Wherever the string "Avenue" turns up in the data, copy the whole line.

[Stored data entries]
========

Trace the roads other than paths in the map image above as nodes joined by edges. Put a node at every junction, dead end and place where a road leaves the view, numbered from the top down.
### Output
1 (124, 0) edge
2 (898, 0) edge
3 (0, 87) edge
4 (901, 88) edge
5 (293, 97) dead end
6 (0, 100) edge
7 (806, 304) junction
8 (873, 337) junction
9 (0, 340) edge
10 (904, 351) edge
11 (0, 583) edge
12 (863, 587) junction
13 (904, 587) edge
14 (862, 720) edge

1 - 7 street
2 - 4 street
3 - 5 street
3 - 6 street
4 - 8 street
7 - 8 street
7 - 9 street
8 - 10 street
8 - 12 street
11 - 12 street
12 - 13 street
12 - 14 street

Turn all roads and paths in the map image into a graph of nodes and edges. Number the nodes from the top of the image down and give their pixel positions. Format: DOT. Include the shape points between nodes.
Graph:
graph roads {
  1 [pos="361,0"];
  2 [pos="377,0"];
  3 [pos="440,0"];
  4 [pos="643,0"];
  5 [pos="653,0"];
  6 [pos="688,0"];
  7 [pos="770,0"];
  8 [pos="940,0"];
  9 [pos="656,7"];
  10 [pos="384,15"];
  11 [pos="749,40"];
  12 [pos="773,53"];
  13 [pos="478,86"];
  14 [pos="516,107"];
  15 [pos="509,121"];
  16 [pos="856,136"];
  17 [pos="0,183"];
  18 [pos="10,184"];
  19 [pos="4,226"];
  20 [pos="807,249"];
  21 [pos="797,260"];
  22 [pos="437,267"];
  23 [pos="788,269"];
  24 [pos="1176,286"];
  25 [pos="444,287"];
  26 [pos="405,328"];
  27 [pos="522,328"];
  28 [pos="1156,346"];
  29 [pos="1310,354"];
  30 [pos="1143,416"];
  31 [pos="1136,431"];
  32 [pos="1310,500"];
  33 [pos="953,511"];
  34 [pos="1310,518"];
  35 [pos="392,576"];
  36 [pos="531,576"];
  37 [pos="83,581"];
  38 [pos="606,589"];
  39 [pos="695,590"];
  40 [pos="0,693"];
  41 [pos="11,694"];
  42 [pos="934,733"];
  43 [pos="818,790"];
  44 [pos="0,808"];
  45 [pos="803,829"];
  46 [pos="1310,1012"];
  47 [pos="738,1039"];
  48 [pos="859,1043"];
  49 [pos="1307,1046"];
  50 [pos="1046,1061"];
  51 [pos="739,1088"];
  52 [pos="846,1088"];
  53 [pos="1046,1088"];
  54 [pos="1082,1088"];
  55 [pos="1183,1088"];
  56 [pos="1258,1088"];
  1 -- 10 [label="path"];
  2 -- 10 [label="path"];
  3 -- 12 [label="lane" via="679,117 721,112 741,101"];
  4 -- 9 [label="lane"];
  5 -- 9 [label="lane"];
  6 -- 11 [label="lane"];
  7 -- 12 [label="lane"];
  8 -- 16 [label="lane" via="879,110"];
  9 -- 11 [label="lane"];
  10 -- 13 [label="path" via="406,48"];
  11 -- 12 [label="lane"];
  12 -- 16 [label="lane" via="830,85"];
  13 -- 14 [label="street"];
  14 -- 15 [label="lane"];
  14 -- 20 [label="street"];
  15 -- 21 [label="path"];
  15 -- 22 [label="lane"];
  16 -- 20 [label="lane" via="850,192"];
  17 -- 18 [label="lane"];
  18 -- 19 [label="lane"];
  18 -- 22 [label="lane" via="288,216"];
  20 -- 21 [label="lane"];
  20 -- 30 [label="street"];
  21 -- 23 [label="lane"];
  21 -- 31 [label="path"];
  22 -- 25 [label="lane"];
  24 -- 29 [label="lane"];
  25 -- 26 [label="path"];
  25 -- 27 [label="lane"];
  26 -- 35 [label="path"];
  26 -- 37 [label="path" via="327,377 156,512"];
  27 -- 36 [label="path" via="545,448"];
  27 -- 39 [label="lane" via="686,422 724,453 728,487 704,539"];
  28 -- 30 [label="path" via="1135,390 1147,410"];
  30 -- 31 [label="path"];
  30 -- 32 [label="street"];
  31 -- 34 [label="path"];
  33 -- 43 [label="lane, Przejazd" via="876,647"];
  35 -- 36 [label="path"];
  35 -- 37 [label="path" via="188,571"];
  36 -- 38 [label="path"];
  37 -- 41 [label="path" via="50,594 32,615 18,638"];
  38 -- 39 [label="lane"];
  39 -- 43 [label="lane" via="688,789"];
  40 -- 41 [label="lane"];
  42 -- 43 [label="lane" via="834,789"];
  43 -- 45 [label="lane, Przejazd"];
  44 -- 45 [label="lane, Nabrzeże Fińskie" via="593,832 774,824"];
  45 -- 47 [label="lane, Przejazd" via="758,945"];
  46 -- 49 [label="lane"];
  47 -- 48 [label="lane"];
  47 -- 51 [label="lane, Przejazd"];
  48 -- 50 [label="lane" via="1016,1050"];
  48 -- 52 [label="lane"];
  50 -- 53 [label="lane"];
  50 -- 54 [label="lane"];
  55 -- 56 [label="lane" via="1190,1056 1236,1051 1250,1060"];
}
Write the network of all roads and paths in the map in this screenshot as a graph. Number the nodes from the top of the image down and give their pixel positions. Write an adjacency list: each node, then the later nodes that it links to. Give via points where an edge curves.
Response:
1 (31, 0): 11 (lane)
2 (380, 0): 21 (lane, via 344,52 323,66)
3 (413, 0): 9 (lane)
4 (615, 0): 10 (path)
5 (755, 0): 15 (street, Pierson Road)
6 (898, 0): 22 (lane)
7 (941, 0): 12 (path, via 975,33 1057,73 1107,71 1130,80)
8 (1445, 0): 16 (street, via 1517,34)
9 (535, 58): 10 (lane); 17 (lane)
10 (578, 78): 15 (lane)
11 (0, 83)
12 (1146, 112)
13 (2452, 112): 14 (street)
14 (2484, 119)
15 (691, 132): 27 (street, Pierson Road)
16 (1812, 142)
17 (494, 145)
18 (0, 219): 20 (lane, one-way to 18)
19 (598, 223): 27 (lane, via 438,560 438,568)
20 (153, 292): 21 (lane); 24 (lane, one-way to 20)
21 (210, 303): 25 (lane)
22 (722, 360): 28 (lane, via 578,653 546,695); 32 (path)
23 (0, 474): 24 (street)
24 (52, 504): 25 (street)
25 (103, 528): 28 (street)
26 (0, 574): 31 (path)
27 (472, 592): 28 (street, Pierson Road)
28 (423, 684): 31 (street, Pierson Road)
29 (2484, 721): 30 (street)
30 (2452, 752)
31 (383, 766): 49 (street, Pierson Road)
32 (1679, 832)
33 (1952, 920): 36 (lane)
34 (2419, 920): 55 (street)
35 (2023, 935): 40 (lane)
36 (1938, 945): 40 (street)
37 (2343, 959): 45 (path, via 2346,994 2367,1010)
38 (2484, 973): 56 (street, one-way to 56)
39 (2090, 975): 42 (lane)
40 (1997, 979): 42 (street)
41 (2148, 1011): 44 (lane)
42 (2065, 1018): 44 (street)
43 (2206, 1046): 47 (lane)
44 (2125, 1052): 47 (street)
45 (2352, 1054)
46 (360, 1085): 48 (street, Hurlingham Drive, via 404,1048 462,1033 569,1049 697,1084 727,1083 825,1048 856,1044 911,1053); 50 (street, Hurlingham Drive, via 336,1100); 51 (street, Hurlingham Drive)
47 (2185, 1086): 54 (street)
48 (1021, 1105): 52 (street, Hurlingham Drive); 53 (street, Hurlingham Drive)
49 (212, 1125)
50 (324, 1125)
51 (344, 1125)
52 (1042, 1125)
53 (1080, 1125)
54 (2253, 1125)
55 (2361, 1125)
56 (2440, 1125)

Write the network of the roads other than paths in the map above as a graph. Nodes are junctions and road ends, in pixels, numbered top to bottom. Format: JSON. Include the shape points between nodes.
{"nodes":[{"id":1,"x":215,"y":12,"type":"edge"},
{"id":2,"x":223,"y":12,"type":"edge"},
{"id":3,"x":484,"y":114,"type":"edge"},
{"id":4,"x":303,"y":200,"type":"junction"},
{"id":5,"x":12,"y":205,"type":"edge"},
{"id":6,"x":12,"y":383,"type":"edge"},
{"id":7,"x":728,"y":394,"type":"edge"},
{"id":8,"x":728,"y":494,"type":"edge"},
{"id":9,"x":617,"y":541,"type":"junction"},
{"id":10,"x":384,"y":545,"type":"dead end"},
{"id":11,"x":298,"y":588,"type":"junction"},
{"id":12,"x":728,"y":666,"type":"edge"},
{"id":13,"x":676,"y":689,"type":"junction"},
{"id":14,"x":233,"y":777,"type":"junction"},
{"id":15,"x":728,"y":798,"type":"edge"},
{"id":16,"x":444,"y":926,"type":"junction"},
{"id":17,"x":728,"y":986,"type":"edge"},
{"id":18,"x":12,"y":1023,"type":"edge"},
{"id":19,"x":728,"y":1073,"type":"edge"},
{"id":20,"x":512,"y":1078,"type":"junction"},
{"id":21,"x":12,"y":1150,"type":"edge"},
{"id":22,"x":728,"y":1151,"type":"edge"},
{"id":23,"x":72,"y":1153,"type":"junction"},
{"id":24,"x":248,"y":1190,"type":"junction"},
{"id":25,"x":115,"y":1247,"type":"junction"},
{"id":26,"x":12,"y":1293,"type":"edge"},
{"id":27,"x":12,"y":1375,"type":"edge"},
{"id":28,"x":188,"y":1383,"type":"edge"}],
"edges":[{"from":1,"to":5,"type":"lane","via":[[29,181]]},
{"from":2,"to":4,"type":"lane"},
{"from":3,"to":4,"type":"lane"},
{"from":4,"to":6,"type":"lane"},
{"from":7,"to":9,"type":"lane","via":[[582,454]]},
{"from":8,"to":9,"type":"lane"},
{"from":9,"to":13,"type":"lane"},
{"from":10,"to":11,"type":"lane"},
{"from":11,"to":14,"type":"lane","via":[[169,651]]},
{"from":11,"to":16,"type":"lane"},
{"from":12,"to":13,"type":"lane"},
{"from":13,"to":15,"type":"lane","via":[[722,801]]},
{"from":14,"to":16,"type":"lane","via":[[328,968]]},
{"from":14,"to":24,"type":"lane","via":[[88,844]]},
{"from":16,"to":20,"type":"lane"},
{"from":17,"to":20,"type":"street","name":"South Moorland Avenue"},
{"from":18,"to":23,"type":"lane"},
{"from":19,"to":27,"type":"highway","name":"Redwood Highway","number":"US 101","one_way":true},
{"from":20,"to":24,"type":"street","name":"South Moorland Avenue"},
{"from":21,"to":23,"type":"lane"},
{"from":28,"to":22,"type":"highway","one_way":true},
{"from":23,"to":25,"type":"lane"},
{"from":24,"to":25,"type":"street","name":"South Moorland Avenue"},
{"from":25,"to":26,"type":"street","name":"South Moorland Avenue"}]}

========

◆ **Finished exercise**:
{"from":17,"to":20,"type":"street","name":"South Moorland Avenue"},
{"from":20,"to":24,"type":"street","name":"South Moorland Avenue"},
{"from":24,"to":25,"type":"street","name":"South Moorland Avenue"},
{"from":25,"to":26,"type":"street","name":"South Moorland Avenue"}]}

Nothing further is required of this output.